Поскольку я был грамотный и ещё до начала следствия знал свой приговор. Гадаю со мной было непривычно трудно. Он привык видеть подследственных на коленях. А я себе обещал, что на этот раз они меня на коленях никогда не увидят.
Начать с того, что я категорически отказался признать себя виновным и никаких показаний не подписывал. Сколько бы Гадай ни исписывал бланков допроса с хитроумнейшими закавыками и сложнейшими периодами, на меня это не действовало. Когда он строчил что-то очень хитроумное, я остужал его вдохновение замечанием, что его работа – напрасный труд и что лучше бы ему газету читать.
После этого следовали залпы отработанных приемов. Крыл меня всеми словами, приказывал стоять, замахивался на меня кулаком или рукояткой пистолета… Все это были пустые номера. Когда меня вели на допрос, я слышал из следственных кабинетов крики избиваемых арестантов. Но я уже усвоил одну поправку, внесенную временем. Это в 1937-38 годах следователь не был стеснен никакими правилами. Он мог бить арестанта независимо от того, в чем тот обвинялся, любыми подручными средствами, и мера пыток определялась только его сноровкой, физической силой и служебным рвением. После того, как Ежова сменил Берия, пытки были регламентированы, самодеятельность следователей была введена в рамки (хотел прибавить «законности», да боюсь быть обвиненным в чрезмерной ироничности).
Из рассказов моего недолгого сокамерника и собственных наблюдений я уже догадался, что обвиняемых по статье 58-10 – считающейся самой безобидной – бить не полагается… Поэтому я отказывался стоять на вытяжку и продолжал сидеть на своей табуретке.
Когда мне до смерти надоели уныло-бездарные ругательства Гадая и когда он обругал мою жену нецензурными словами, я сделал ему следующее заявление:
– Ввиду того, что вы, гражданин следователь, нарушаете советский уголовно-процессуальный кодекс и непристойно ругаете не только меня, но и моих близких – я в дальнейшем буду отвечать на вопросы следствия только в присутствии прокурора. И наедине с вами больше не раскрою рта.

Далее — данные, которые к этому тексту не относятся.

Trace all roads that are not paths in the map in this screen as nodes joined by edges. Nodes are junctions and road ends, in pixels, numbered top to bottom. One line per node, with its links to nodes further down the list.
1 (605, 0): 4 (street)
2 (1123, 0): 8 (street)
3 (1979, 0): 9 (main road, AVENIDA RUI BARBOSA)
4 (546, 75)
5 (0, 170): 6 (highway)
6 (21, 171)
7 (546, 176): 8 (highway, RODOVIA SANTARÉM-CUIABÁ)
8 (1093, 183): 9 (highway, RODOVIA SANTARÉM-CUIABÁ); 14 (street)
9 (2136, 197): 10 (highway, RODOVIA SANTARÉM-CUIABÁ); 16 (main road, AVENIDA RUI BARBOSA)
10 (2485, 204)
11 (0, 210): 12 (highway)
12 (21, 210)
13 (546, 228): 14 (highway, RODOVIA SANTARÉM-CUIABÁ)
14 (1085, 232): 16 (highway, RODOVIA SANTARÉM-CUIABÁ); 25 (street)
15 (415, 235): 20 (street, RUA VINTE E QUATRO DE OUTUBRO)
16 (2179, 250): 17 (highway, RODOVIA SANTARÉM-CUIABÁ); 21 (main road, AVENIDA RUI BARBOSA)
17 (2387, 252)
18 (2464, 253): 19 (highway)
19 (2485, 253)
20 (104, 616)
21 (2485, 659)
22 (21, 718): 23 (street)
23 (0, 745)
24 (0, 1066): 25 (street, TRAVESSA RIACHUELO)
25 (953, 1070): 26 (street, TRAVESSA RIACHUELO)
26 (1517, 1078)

Через тридцать минут беснований Гадай понял, что я не шучу и действительно он со мной ничего не сделает. Тогда он сел в свое кресло и примирительно сказал:
– Ну чего ты лезешь в бутылку? Добиваешься, чтобы следователя сменили? Ничего у тебя не получится! Подумаешь, я его матом обложил! Подумаешь, я ему «ты» говорю! Да так заведено у нас, у русских… Должен привыкнуть к этому, раз в России живешь! А я вот нисколько не обижаюсь, можешь мне говорить «ты», можешь меня матом крыть – да ради бога!